__TASK GOAL__: Retype each line of the listing. Do not alter anything.

__SOURCE MATERIAL__:
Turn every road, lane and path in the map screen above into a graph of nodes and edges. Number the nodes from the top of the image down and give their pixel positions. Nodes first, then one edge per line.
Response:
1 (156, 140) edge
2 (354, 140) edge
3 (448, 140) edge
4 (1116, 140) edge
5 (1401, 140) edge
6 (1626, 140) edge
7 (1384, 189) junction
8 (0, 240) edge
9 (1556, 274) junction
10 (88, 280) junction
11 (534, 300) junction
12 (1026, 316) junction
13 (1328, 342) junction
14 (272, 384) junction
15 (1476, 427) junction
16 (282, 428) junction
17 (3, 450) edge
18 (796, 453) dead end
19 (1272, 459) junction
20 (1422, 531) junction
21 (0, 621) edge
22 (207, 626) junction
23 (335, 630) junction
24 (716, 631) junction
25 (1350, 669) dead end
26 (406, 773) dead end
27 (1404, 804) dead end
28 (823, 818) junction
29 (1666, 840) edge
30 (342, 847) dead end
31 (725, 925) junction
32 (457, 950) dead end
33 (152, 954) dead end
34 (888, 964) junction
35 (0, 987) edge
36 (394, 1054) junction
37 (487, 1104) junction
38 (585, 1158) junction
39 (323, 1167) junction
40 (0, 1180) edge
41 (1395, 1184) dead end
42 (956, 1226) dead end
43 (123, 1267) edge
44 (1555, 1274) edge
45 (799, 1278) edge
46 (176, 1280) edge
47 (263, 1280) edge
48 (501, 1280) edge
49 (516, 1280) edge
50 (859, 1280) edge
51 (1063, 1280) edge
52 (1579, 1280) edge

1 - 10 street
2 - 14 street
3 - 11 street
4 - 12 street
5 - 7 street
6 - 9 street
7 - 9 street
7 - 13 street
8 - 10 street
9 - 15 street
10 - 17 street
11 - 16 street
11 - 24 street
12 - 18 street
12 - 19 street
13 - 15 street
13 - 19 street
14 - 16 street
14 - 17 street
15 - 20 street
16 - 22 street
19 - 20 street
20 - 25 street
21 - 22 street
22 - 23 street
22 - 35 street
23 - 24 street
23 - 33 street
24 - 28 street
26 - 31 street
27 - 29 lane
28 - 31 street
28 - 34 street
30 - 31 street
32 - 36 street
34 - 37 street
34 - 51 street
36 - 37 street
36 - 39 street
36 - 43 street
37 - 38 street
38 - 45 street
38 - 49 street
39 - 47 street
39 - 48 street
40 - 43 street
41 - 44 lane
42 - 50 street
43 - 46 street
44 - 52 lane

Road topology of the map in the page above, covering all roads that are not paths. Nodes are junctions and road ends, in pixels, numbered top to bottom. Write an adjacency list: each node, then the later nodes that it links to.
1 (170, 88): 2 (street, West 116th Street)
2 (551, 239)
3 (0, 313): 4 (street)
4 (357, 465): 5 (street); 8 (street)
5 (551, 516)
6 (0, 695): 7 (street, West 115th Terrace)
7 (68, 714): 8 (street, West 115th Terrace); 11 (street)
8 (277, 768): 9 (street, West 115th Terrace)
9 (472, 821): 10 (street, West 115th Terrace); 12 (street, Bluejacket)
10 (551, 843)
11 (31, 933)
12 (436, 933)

__YOUR RESPONSE__:
Turn every road, lane and path in the map screen above into a graph of nodes and edges. Number the nodes from the top of the image down and give their pixel positions. Nodes first, then one edge per line.
Response:
1 (156, 140) edge
2 (354, 140) edge
3 (448, 140) edge
4 (1116, 140) edge
5 (1401, 140) edge
6 (1626, 140) edge
7 (1384, 189) junction
8 (0, 240) edge
9 (1556, 274) junction
10 (88, 280) junction
11 (534, 300) junction
12 (1026, 316) junction
13 (1328, 342) junction
14 (272, 384) junction
15 (1476, 427) junction
16 (282, 428) junction
17 (3, 450) edge
18 (796, 453) dead end
19 (1272, 459) junction
20 (1422, 531) junction
21 (0, 621) edge
22 (207, 626) junction
23 (335, 630) junction
24 (716, 631) junction
25 (1350, 669) dead end
26 (406, 773) dead end
27 (1404, 804) dead end
28 (823, 818) junction
29 (1666, 840) edge
30 (342, 847) dead end
31 (725, 925) junction
32 (457, 950) dead end
33 (152, 954) dead end
34 (888, 964) junction
35 (0, 987) edge
36 (394, 1054) junction
37 (487, 1104) junction
38 (585, 1158) junction
39 (323, 1167) junction
40 (0, 1180) edge
41 (1395, 1184) dead end
42 (956, 1226) dead end
43 (123, 1267) edge
44 (1555, 1274) edge
45 (799, 1278) edge
46 (176, 1280) edge
47 (263, 1280) edge
48 (501, 1280) edge
49 (516, 1280) edge
50 (859, 1280) edge
51 (1063, 1280) edge
52 (1579, 1280) edge

1 - 10 street
2 - 14 street
3 - 11 street
4 - 12 street
5 - 7 street
6 - 9 street
7 - 9 street
7 - 13 street
8 - 10 street
9 - 15 street
10 - 17 street
11 - 16 street
11 - 24 street
12 - 18 street
12 - 19 street
13 - 15 street
13 - 19 street
14 - 16 street
14 - 17 street
15 - 20 street
16 - 22 street
19 - 20 street
20 - 25 street
21 - 22 street
22 - 23 street
22 - 35 street
23 - 24 street
23 - 33 street
24 - 28 street
26 - 31 street
27 - 29 lane
28 - 31 street
28 - 34 street
30 - 31 street
32 - 36 street
34 - 37 street
34 - 51 street
36 - 37 street
36 - 39 street
36 - 43 street
37 - 38 street
38 - 45 street
38 - 49 street
39 - 47 street
39 - 48 street
40 - 43 street
41 - 44 lane
42 - 50 street
43 - 46 street
44 - 52 lane

Road topology of the map in the page above, covering all roads that are not paths. Nodes are junctions and road ends, in pixels, numbered top to bottom. Write an adjacency list: each node, then the later nodes that it links to.
1 (170, 88): 2 (street, West 116th Street)
2 (551, 239)
3 (0, 313): 4 (street)
4 (357, 465): 5 (street); 8 (street)
5 (551, 516)
6 (0, 695): 7 (street, West 115th Terrace)
7 (68, 714): 8 (street, West 115th Terrace); 11 (street)
8 (277, 768): 9 (street, West 115th Terrace)
9 (472, 821): 10 (street, West 115th Terrace); 12 (street, Bluejacket)
10 (551, 843)
11 (31, 933)
12 (436, 933)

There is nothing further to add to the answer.